(YOUR INSTRUCTIONS) Copy each line of the data beneath in which the word "გასასვლელი" appears.
---- DATA TO EXAMINE
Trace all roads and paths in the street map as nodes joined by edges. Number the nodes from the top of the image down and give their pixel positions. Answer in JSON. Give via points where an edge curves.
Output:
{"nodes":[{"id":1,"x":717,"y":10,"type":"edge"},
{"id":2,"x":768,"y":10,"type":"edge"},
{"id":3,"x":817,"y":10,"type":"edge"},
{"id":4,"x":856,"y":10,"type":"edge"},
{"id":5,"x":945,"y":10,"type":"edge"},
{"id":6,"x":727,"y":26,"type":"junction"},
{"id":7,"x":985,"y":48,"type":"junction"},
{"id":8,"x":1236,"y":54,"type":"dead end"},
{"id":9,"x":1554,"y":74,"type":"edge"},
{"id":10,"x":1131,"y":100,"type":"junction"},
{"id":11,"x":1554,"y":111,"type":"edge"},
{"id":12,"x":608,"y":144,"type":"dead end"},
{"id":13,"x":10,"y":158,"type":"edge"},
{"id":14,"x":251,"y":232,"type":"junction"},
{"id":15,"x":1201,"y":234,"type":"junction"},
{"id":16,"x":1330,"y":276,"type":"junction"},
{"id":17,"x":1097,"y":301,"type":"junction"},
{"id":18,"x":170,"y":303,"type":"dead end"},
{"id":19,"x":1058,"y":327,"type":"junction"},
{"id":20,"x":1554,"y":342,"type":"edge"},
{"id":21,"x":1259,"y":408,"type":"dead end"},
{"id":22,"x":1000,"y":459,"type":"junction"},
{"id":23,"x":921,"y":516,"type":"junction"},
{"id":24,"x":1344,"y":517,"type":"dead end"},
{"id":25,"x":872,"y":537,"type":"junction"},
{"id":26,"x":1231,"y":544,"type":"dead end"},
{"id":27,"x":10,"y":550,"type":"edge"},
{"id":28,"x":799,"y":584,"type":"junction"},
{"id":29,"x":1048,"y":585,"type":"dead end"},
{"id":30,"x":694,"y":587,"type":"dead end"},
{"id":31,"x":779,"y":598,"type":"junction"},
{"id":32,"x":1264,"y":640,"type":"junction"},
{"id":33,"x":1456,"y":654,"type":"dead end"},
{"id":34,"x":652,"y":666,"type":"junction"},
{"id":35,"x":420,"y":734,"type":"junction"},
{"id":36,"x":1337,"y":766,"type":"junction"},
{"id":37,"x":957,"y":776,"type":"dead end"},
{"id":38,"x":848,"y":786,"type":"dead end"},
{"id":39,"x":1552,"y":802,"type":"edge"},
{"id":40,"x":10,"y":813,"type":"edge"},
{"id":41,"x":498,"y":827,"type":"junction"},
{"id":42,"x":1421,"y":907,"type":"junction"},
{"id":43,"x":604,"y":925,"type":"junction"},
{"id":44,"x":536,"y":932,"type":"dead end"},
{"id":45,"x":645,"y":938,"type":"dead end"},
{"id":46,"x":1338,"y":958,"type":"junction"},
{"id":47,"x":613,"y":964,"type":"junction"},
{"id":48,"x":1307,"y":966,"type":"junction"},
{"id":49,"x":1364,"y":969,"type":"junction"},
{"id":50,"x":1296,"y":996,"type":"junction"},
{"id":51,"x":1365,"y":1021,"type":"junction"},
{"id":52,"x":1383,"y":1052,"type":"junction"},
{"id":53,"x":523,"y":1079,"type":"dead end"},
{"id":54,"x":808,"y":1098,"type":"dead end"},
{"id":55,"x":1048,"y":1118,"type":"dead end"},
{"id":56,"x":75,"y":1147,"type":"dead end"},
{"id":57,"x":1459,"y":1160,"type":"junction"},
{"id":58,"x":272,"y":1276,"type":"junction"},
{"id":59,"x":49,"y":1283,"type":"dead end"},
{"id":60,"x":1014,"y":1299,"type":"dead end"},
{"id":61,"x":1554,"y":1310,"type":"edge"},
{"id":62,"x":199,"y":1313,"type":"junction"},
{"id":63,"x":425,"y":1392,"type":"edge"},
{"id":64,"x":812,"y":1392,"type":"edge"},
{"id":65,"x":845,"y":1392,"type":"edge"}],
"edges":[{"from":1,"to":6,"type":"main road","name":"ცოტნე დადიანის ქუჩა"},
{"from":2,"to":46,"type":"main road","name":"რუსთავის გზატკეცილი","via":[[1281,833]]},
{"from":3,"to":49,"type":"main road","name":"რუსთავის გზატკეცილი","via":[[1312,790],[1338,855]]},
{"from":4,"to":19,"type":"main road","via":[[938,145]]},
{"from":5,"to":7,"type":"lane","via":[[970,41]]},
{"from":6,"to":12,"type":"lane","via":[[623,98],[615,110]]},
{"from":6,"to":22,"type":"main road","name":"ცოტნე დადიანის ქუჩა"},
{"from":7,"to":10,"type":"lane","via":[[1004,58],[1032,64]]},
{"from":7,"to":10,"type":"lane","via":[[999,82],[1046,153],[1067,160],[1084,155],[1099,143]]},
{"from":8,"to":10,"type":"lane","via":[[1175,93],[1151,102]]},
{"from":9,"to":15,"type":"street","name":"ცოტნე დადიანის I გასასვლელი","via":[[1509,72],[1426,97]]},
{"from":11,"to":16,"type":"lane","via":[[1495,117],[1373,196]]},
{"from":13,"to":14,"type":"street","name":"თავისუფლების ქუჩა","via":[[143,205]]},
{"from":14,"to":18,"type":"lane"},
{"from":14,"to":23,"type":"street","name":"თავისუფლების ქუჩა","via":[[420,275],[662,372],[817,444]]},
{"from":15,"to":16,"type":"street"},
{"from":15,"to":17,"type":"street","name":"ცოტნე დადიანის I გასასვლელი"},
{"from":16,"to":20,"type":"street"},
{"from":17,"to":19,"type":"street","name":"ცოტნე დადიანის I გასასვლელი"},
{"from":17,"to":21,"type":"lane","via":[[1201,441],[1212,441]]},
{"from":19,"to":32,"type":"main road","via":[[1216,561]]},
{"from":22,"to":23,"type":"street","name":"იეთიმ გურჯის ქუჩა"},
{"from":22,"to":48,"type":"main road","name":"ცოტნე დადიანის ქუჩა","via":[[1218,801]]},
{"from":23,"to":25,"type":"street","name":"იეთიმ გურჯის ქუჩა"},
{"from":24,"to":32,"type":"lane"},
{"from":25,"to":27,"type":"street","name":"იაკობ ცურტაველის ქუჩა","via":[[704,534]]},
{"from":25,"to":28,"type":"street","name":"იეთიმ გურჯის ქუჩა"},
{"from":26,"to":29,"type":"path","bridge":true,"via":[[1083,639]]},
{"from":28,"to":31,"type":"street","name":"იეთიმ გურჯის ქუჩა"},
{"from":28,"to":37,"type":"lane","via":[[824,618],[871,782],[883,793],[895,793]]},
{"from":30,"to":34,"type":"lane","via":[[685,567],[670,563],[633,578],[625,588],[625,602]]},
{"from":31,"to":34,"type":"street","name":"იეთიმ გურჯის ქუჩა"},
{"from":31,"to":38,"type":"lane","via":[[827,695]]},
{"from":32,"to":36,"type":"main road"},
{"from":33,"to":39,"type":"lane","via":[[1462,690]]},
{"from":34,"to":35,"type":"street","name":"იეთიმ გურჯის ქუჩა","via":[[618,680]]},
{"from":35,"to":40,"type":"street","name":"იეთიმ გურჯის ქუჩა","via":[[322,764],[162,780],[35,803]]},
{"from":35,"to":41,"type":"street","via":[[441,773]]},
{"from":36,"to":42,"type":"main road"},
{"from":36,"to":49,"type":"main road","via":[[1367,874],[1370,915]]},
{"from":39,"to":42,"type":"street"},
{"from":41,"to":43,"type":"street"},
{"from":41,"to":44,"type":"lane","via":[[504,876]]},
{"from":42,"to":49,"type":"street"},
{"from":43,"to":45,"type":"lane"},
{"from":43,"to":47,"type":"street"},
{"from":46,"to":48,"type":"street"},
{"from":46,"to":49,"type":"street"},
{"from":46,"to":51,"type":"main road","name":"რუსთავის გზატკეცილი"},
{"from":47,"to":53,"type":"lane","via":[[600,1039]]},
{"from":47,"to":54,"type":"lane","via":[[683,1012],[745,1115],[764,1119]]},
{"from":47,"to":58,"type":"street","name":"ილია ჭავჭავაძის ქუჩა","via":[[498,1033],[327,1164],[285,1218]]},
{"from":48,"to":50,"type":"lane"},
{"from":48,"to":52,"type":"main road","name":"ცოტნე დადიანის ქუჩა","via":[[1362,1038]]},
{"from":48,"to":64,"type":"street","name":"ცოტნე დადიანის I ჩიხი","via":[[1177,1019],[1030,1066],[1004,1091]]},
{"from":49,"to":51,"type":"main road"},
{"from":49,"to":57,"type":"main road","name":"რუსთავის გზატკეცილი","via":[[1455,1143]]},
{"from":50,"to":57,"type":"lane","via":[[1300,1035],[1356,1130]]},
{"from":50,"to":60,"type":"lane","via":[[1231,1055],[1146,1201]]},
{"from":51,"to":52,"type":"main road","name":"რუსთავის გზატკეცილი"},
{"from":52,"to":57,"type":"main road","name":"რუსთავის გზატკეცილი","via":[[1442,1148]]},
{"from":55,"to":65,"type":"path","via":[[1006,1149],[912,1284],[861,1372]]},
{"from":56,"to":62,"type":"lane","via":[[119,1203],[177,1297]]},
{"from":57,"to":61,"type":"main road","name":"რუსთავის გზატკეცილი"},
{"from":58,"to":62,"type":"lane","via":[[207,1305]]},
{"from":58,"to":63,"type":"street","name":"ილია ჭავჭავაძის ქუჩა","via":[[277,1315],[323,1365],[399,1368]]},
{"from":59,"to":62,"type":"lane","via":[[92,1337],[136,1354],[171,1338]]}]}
--------
(WRITTEN REPLY)
{"from":9,"to":15,"type":"street","name":"ცოტნე დადიანის I გასასვლელი","via":[[1509,72],[1426,97]]},
{"from":15,"to":17,"type":"street","name":"ცოტნე დადიანის I გასასვლელი"},
{"from":17,"to":19,"type":"street","name":"ცოტნე დადიანის I გასასვლელი"},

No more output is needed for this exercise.